=== Data records ===

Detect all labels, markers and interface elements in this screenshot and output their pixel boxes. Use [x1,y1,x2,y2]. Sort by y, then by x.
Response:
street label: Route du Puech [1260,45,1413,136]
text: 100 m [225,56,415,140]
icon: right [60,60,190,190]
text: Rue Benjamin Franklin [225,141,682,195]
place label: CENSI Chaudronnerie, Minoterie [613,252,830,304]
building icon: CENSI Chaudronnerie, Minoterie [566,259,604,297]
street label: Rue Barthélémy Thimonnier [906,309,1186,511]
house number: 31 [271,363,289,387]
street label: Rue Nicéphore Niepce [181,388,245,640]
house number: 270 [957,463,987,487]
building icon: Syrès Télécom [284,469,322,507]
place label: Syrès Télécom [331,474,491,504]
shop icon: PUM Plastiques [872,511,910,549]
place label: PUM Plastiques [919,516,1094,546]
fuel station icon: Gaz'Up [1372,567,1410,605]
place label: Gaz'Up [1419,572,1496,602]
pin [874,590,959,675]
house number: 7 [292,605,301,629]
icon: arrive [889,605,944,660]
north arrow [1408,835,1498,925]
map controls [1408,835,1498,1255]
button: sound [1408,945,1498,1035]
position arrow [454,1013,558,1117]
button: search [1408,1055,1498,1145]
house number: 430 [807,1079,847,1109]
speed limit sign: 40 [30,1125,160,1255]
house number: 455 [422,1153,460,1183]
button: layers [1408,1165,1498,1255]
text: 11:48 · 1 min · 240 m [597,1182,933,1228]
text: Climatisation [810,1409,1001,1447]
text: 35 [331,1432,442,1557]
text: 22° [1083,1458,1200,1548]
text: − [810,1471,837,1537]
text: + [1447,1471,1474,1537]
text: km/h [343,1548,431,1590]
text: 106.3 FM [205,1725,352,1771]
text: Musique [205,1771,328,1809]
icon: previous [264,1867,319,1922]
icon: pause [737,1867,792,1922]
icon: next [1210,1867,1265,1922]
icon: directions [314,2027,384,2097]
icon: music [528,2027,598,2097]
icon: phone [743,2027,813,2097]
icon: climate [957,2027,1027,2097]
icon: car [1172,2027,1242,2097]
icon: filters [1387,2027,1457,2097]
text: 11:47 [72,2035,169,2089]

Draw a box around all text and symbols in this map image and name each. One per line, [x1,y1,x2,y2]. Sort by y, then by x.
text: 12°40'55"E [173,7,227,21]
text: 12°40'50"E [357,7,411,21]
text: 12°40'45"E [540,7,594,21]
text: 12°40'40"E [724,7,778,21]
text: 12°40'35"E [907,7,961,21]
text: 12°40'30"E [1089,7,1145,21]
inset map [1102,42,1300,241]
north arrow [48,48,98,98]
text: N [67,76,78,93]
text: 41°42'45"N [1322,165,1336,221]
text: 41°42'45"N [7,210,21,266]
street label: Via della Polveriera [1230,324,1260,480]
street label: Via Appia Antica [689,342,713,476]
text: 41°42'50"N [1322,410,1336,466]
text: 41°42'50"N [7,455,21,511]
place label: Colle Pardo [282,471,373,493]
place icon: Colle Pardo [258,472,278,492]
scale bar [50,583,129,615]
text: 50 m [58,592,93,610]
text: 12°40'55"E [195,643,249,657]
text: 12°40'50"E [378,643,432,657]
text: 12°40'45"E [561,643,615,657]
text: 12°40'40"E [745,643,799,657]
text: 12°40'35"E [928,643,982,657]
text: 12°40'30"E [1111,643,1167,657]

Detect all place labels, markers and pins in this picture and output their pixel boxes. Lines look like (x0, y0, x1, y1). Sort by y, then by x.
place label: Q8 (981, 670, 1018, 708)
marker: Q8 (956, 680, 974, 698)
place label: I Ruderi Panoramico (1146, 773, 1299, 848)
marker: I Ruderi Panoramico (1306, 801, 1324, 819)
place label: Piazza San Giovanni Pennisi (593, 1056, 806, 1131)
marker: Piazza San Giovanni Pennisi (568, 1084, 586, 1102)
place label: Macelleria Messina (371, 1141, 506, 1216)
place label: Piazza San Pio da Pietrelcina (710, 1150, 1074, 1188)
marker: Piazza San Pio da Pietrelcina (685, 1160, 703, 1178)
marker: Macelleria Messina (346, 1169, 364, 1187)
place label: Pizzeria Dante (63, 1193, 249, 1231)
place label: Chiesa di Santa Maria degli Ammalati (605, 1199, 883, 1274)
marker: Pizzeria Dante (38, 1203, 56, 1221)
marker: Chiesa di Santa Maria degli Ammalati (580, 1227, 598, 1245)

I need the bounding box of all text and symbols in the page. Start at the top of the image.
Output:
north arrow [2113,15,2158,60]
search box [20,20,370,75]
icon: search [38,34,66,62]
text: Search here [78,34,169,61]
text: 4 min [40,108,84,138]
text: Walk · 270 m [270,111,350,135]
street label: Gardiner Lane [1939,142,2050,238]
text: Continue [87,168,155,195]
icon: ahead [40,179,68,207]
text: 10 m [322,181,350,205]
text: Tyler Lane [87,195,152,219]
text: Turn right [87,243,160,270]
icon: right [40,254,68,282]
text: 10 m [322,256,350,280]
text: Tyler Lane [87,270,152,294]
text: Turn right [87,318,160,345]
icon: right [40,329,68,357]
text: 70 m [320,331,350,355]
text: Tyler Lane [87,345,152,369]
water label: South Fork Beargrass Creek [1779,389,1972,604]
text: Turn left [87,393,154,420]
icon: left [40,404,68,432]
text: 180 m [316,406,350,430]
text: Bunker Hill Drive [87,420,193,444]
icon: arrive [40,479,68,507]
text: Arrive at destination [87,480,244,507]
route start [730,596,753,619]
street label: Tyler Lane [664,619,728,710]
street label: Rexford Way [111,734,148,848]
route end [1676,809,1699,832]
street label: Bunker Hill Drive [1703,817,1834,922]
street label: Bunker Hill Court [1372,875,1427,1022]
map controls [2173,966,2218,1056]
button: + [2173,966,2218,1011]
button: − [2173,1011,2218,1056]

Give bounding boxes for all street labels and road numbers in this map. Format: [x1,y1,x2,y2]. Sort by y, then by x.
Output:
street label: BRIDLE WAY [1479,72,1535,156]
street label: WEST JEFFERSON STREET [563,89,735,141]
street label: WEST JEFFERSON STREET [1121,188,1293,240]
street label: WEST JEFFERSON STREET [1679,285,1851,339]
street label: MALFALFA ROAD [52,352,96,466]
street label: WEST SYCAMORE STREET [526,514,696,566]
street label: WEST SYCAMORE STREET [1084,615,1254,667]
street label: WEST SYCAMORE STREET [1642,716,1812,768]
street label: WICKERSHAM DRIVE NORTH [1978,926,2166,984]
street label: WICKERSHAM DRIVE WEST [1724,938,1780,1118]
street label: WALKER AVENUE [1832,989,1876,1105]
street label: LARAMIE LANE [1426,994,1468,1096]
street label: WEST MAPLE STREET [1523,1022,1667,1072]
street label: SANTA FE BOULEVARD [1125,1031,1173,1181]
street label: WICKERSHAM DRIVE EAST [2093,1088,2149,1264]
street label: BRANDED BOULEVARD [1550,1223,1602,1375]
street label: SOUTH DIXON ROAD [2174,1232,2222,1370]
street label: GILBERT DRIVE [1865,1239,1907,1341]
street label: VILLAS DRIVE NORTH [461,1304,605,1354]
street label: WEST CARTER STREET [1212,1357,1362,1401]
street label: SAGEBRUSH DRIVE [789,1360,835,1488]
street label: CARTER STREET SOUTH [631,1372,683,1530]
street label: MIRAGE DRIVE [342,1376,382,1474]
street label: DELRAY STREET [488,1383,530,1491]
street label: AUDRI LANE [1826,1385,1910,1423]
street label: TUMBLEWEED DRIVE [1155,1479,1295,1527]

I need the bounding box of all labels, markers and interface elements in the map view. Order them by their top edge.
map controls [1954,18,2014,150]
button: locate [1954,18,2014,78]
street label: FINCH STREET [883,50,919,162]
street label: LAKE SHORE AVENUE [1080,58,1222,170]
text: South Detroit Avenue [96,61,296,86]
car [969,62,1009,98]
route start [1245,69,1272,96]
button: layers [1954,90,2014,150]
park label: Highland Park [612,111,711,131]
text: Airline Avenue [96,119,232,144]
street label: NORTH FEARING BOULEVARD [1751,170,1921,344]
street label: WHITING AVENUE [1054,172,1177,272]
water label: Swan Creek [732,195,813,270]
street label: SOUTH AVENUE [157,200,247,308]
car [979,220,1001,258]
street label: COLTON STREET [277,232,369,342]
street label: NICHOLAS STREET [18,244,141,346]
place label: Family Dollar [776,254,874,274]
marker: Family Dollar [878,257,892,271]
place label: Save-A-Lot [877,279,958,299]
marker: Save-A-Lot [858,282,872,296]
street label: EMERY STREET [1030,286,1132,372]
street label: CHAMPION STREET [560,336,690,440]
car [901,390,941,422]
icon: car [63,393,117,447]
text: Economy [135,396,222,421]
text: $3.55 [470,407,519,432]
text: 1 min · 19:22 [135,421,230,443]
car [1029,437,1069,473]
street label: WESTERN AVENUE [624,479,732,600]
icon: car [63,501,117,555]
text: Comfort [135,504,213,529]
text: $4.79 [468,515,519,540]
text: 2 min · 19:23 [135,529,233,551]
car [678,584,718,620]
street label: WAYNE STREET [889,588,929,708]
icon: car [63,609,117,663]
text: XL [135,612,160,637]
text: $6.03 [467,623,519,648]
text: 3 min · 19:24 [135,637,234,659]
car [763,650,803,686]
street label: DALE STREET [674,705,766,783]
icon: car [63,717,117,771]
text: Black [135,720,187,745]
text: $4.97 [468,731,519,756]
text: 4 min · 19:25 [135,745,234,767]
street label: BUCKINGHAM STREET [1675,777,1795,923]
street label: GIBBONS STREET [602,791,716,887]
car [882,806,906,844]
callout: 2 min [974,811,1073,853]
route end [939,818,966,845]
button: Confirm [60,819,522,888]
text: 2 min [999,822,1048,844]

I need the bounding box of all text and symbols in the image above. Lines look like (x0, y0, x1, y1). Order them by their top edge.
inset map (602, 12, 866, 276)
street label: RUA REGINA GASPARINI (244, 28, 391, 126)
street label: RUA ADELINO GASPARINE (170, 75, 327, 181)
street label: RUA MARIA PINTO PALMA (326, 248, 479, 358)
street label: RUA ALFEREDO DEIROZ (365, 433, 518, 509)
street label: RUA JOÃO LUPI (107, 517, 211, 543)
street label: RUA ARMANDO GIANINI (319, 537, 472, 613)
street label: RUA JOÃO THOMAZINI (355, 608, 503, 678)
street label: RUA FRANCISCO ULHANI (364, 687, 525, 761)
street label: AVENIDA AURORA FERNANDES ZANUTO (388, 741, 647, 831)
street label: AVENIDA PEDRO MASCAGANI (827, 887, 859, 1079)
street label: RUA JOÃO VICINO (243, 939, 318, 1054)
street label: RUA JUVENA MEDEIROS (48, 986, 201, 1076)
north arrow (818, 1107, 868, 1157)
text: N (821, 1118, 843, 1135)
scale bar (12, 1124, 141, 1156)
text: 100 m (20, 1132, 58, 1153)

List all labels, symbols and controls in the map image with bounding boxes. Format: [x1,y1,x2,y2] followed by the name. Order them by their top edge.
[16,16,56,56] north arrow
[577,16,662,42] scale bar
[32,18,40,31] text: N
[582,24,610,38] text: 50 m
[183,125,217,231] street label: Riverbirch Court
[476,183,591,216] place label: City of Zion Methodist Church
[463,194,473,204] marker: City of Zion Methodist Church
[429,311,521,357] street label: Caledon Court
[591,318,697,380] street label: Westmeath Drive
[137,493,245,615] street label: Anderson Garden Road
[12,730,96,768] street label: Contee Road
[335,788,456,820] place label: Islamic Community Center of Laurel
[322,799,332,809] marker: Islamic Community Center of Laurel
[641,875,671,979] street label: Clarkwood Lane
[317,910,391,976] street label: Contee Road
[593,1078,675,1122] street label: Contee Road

=== Exercise aim ===
The expected answer is a copy of each line in the listing above that contains "Macelleria".

=== Expected answer ===
place label: Macelleria Messina (371, 1141, 506, 1216)
marker: Macelleria Messina (346, 1169, 364, 1187)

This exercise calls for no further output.